**Records:**
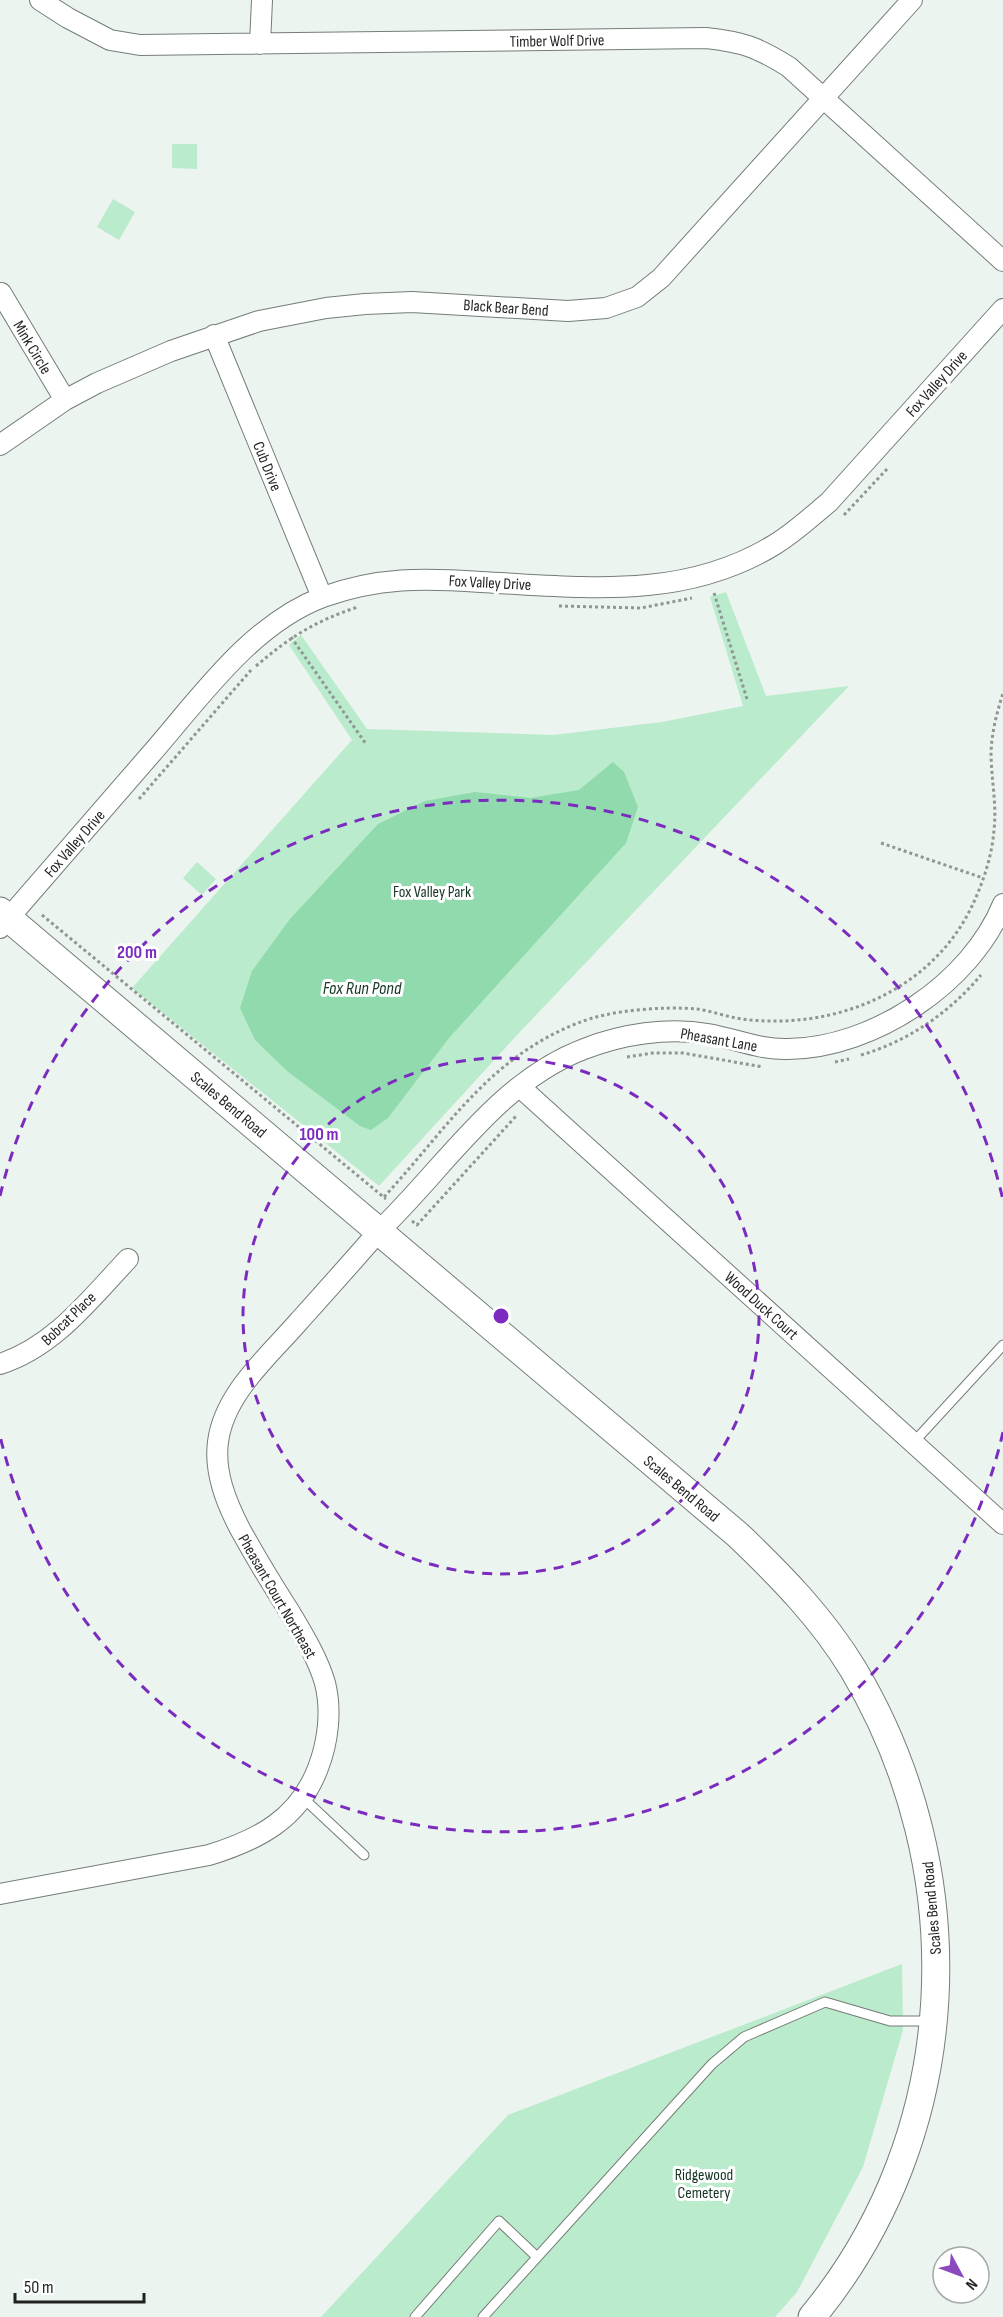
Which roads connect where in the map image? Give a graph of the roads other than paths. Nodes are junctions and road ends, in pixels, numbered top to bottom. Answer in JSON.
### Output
{"nodes":[{"id":1,"x":40,"y":0,"type":"edge"},
{"id":2,"x":262,"y":0,"type":"edge"},
{"id":3,"x":912,"y":0,"type":"edge"},
{"id":4,"x":260,"y":44,"type":"junction"},
{"id":5,"x":823,"y":99,"type":"junction"},
{"id":6,"x":1003,"y":261,"type":"edge"},
{"id":7,"x":1,"y":293,"type":"edge"},
{"id":8,"x":1003,"y":309,"type":"edge"},
{"id":9,"x":214,"y":335,"type":"junction"},
{"id":10,"x":65,"y":400,"type":"junction"},
{"id":11,"x":0,"y":445,"type":"edge"},
{"id":12,"x":322,"y":597,"type":"junction"},
{"id":13,"x":1003,"y":904,"type":"edge"},
{"id":14,"x":14,"y":920,"type":"edge"},
{"id":15,"x":520,"y":1087,"type":"junction"},
{"id":16,"x":379,"y":1231,"type":"junction"},
{"id":17,"x":128,"y":1260,"type":"dead end"},
{"id":18,"x":1003,"y":1346,"type":"edge"},
{"id":19,"x":0,"y":1364,"type":"edge"},
{"id":20,"x":913,"y":1443,"type":"junction"},
{"id":21,"x":1003,"y":1524,"type":"edge"},
{"id":22,"x":302,"y":1797,"type":"junction"},
{"id":23,"x":364,"y":1855,"type":"dead end"},
{"id":24,"x":0,"y":1894,"type":"edge"},
{"id":25,"x":934,"y":2021,"type":"junction"},
{"id":26,"x":537,"y":2258,"type":"junction"},
{"id":27,"x":415,"y":2317,"type":"edge"},
{"id":28,"x":483,"y":2317,"type":"edge"},
{"id":29,"x":812,"y":2317,"type":"edge"}],
"edges":[{"from":1,"to":4,"type":"street","name":"Timber Wolf Drive"},
{"from":2,"to":4,"type":"street"},
{"from":3,"to":5,"type":"street","name":"Black Bear Bend"},
{"from":4,"to":5,"type":"street","name":"Timber Wolf Drive"},
{"from":5,"to":6,"type":"street","name":"Timber Wolf Drive"},
{"from":5,"to":9,"type":"street","name":"Black Bear Bend"},
{"from":7,"to":10,"type":"street","name":"Mink Circle"},
{"from":8,"to":12,"type":"street","name":"Fox Valley Drive"},
{"from":9,"to":10,"type":"street","name":"Black Bear Bend"},
{"from":9,"to":12,"type":"street","name":"Cub Drive"},
{"from":10,"to":11,"type":"street","name":"Black Bear Bend"},
{"from":12,"to":14,"type":"street","name":"Fox Valley Drive"},
{"from":13,"to":15,"type":"street","name":"Pheasant Lane"},
{"from":14,"to":16,"type":"street","name":"Scales Bend Road"},
{"from":15,"to":16,"type":"street","name":"Pheasant Lane"},
{"from":15,"to":20,"type":"street","name":"Wood Duck Court"},
{"from":16,"to":22,"type":"street","name":"Pheasant Court Northeast"},
{"from":16,"to":25,"type":"street","name":"Scales Bend Road"},
{"from":17,"to":19,"type":"street","name":"Bobcat Place"},
{"from":18,"to":20,"type":"lane"},
{"from":20,"to":21,"type":"street","name":"Wood Duck Court"},
{"from":22,"to":23,"type":"lane"},
{"from":22,"to":24,"type":"street","name":"Pheasant Court Northeast"},
{"from":25,"to":26,"type":"lane"},
{"from":25,"to":29,"type":"street","name":"Scales Bend Road"},
{"from":26,"to":27,"type":"lane"},
{"from":26,"to":28,"type":"lane"}]}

**What to do:** Only the pictures may be dropped; print every record exactly as given.

**Answer to the problem:**
Which roads connect where in the map image? Give a graph of the roads other than paths. Nodes are junctions and road ends, in pixels, numbered top to bottom. Answer in JSON.
### Output
{"nodes":[{"id":1,"x":40,"y":0,"type":"edge"},
{"id":2,"x":262,"y":0,"type":"edge"},
{"id":3,"x":912,"y":0,"type":"edge"},
{"id":4,"x":260,"y":44,"type":"junction"},
{"id":5,"x":823,"y":99,"type":"junction"},
{"id":6,"x":1003,"y":261,"type":"edge"},
{"id":7,"x":1,"y":293,"type":"edge"},
{"id":8,"x":1003,"y":309,"type":"edge"},
{"id":9,"x":214,"y":335,"type":"junction"},
{"id":10,"x":65,"y":400,"type":"junction"},
{"id":11,"x":0,"y":445,"type":"edge"},
{"id":12,"x":322,"y":597,"type":"junction"},
{"id":13,"x":1003,"y":904,"type":"edge"},
{"id":14,"x":14,"y":920,"type":"edge"},
{"id":15,"x":520,"y":1087,"type":"junction"},
{"id":16,"x":379,"y":1231,"type":"junction"},
{"id":17,"x":128,"y":1260,"type":"dead end"},
{"id":18,"x":1003,"y":1346,"type":"edge"},
{"id":19,"x":0,"y":1364,"type":"edge"},
{"id":20,"x":913,"y":1443,"type":"junction"},
{"id":21,"x":1003,"y":1524,"type":"edge"},
{"id":22,"x":302,"y":1797,"type":"junction"},
{"id":23,"x":364,"y":1855,"type":"dead end"},
{"id":24,"x":0,"y":1894,"type":"edge"},
{"id":25,"x":934,"y":2021,"type":"junction"},
{"id":26,"x":537,"y":2258,"type":"junction"},
{"id":27,"x":415,"y":2317,"type":"edge"},
{"id":28,"x":483,"y":2317,"type":"edge"},
{"id":29,"x":812,"y":2317,"type":"edge"}],
"edges":[{"from":1,"to":4,"type":"street","name":"Timber Wolf Drive"},
{"from":2,"to":4,"type":"street"},
{"from":3,"to":5,"type":"street","name":"Black Bear Bend"},
{"from":4,"to":5,"type":"street","name":"Timber Wolf Drive"},
{"from":5,"to":6,"type":"street","name":"Timber Wolf Drive"},
{"from":5,"to":9,"type":"street","name":"Black Bear Bend"},
{"from":7,"to":10,"type":"street","name":"Mink Circle"},
{"from":8,"to":12,"type":"street","name":"Fox Valley Drive"},
{"from":9,"to":10,"type":"street","name":"Black Bear Bend"},
{"from":9,"to":12,"type":"street","name":"Cub Drive"},
{"from":10,"to":11,"type":"street","name":"Black Bear Bend"},
{"from":12,"to":14,"type":"street","name":"Fox Valley Drive"},
{"from":13,"to":15,"type":"street","name":"Pheasant Lane"},
{"from":14,"to":16,"type":"street","name":"Scales Bend Road"},
{"from":15,"to":16,"type":"street","name":"Pheasant Lane"},
{"from":15,"to":20,"type":"street","name":"Wood Duck Court"},
{"from":16,"to":22,"type":"street","name":"Pheasant Court Northeast"},
{"from":16,"to":25,"type":"street","name":"Scales Bend Road"},
{"from":17,"to":19,"type":"street","name":"Bobcat Place"},
{"from":18,"to":20,"type":"lane"},
{"from":20,"to":21,"type":"street","name":"Wood Duck Court"},
{"from":22,"to":23,"type":"lane"},
{"from":22,"to":24,"type":"street","name":"Pheasant Court Northeast"},
{"from":25,"to":26,"type":"lane"},
{"from":25,"to":29,"type":"street","name":"Scales Bend Road"},
{"from":26,"to":27,"type":"lane"},
{"from":26,"to":28,"type":"lane"}]}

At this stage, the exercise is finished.